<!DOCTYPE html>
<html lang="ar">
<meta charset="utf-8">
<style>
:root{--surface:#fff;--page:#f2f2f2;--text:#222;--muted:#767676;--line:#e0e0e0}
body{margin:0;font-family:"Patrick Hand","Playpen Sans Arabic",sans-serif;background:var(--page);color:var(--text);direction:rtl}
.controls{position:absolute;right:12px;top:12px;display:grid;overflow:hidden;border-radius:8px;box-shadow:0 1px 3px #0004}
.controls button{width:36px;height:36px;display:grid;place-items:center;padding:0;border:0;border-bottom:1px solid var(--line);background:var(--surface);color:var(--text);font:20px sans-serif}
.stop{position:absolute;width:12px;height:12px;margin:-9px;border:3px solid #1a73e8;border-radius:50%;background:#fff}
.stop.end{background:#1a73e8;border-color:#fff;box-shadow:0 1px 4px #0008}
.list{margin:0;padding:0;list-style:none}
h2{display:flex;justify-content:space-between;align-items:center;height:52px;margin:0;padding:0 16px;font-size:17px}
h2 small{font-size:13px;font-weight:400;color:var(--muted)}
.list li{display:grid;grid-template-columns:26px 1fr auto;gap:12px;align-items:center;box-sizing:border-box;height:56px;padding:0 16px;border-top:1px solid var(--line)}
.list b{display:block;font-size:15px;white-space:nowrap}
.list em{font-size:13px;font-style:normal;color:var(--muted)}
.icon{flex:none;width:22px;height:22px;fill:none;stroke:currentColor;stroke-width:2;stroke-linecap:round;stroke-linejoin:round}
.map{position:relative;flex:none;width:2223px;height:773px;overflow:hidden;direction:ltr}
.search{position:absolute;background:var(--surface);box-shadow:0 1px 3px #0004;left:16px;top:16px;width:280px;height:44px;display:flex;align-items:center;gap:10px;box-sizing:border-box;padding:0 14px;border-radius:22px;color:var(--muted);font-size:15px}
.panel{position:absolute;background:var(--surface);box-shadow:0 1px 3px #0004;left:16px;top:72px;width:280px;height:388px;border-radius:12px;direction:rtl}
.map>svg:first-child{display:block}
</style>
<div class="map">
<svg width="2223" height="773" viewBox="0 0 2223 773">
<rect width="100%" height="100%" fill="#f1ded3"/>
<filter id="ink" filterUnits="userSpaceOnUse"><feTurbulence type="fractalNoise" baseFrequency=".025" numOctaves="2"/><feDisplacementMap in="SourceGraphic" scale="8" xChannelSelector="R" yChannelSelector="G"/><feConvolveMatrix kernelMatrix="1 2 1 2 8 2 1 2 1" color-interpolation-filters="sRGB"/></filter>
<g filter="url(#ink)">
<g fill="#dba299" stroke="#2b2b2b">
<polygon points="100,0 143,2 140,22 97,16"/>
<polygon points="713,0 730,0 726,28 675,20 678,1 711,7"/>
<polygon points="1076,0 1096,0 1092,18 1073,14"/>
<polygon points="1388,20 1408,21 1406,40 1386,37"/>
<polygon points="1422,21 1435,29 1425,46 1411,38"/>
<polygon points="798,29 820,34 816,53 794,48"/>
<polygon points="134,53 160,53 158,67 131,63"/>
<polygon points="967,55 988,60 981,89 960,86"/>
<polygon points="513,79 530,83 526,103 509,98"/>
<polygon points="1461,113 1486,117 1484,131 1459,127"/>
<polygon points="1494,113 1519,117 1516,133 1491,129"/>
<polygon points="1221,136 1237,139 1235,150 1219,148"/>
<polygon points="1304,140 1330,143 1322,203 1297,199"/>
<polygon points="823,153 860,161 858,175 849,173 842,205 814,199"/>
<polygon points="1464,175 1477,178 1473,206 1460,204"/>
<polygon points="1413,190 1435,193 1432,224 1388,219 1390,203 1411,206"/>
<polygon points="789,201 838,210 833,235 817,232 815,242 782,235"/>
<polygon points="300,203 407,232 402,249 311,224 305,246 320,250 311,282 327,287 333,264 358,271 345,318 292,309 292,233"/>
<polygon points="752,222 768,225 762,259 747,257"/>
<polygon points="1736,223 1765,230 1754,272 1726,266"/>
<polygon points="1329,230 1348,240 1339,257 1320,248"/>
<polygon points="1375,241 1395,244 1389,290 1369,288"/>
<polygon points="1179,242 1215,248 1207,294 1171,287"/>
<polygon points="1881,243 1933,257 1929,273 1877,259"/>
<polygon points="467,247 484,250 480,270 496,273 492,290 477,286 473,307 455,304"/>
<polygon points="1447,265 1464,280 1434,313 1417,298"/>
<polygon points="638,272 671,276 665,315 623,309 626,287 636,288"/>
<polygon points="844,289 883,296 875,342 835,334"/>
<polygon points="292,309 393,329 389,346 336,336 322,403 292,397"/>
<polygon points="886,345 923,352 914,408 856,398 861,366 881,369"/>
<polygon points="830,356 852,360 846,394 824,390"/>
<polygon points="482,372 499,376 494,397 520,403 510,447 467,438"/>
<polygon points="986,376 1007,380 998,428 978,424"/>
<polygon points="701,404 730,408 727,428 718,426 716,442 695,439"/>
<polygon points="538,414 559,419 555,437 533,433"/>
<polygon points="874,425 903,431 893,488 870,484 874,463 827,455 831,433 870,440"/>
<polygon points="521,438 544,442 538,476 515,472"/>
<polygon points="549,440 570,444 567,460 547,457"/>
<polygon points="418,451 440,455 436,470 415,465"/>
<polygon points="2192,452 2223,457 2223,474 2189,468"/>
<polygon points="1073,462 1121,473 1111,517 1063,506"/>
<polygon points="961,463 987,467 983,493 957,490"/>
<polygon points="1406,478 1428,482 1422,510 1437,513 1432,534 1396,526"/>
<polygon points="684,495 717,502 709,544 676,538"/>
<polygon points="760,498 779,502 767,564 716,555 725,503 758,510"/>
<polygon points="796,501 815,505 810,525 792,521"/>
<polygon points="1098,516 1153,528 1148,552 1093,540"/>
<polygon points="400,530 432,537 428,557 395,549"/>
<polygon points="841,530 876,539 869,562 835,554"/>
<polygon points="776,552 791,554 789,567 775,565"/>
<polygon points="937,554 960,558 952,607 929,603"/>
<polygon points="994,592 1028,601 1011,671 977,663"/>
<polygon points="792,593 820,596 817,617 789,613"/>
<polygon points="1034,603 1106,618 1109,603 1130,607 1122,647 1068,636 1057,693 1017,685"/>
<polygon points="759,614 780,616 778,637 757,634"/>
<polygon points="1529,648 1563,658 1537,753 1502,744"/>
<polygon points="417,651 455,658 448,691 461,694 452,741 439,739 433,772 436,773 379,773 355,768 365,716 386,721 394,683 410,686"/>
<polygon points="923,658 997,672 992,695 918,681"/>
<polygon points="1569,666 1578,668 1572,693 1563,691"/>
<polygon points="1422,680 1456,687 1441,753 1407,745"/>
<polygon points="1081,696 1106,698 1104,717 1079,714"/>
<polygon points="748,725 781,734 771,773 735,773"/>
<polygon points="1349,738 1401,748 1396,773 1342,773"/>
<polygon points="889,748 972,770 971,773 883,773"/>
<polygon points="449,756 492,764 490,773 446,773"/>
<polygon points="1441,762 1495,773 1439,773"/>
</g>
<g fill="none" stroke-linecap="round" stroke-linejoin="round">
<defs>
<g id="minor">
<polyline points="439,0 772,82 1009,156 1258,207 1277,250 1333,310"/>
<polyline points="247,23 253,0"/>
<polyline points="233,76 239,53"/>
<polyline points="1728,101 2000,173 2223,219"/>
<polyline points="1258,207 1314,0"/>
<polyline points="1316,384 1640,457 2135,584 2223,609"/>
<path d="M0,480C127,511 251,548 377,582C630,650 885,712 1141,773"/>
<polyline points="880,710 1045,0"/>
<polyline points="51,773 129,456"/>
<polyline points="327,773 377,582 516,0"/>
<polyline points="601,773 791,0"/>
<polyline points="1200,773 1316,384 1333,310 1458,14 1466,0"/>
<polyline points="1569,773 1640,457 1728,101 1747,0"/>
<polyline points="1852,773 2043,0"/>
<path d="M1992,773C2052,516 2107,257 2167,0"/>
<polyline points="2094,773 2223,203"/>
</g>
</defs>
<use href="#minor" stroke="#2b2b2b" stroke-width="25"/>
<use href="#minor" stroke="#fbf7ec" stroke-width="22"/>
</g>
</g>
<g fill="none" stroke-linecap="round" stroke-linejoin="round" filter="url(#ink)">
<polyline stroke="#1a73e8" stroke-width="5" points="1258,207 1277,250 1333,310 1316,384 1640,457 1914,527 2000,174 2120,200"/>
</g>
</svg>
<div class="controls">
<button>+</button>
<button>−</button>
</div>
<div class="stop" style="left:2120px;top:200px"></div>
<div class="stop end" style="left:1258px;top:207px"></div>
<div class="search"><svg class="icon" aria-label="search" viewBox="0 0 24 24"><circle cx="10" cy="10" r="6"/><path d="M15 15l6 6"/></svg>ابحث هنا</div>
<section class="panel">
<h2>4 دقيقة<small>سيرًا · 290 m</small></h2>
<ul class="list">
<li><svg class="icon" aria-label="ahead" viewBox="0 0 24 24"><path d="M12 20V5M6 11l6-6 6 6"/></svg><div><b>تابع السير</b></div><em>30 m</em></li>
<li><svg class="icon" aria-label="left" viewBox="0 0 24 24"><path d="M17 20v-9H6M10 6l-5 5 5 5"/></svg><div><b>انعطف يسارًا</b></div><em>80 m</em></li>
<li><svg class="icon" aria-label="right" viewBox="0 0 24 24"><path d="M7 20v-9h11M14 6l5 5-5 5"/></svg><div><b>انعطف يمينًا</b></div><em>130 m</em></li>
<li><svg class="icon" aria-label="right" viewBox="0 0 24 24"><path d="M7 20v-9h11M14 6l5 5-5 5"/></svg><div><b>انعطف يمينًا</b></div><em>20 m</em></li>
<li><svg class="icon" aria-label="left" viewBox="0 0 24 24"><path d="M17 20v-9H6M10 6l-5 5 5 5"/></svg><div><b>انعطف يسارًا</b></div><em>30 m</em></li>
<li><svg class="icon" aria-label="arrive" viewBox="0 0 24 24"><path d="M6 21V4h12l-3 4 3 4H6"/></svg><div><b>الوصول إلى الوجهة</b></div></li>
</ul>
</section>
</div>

## Work task
Would you filter the entries above and keep each line that has the word "solid"?

## Result for this task
.controls button{width:36px;height:36px;display:grid;place-items:center;padding:0;border:0;border-bottom:1px solid var(--line);background:var(--surface);color:var(--text);font:20px sans-serif}
.stop{position:absolute;width:12px;height:12px;margin:-9px;border:3px solid #1a73e8;border-radius:50%;background:#fff}
.list li{display:grid;grid-template-columns:26px 1fr auto;gap:12px;align-items:center;box-sizing:border-box;height:56px;padding:0 16px;border-top:1px solid var(--line)}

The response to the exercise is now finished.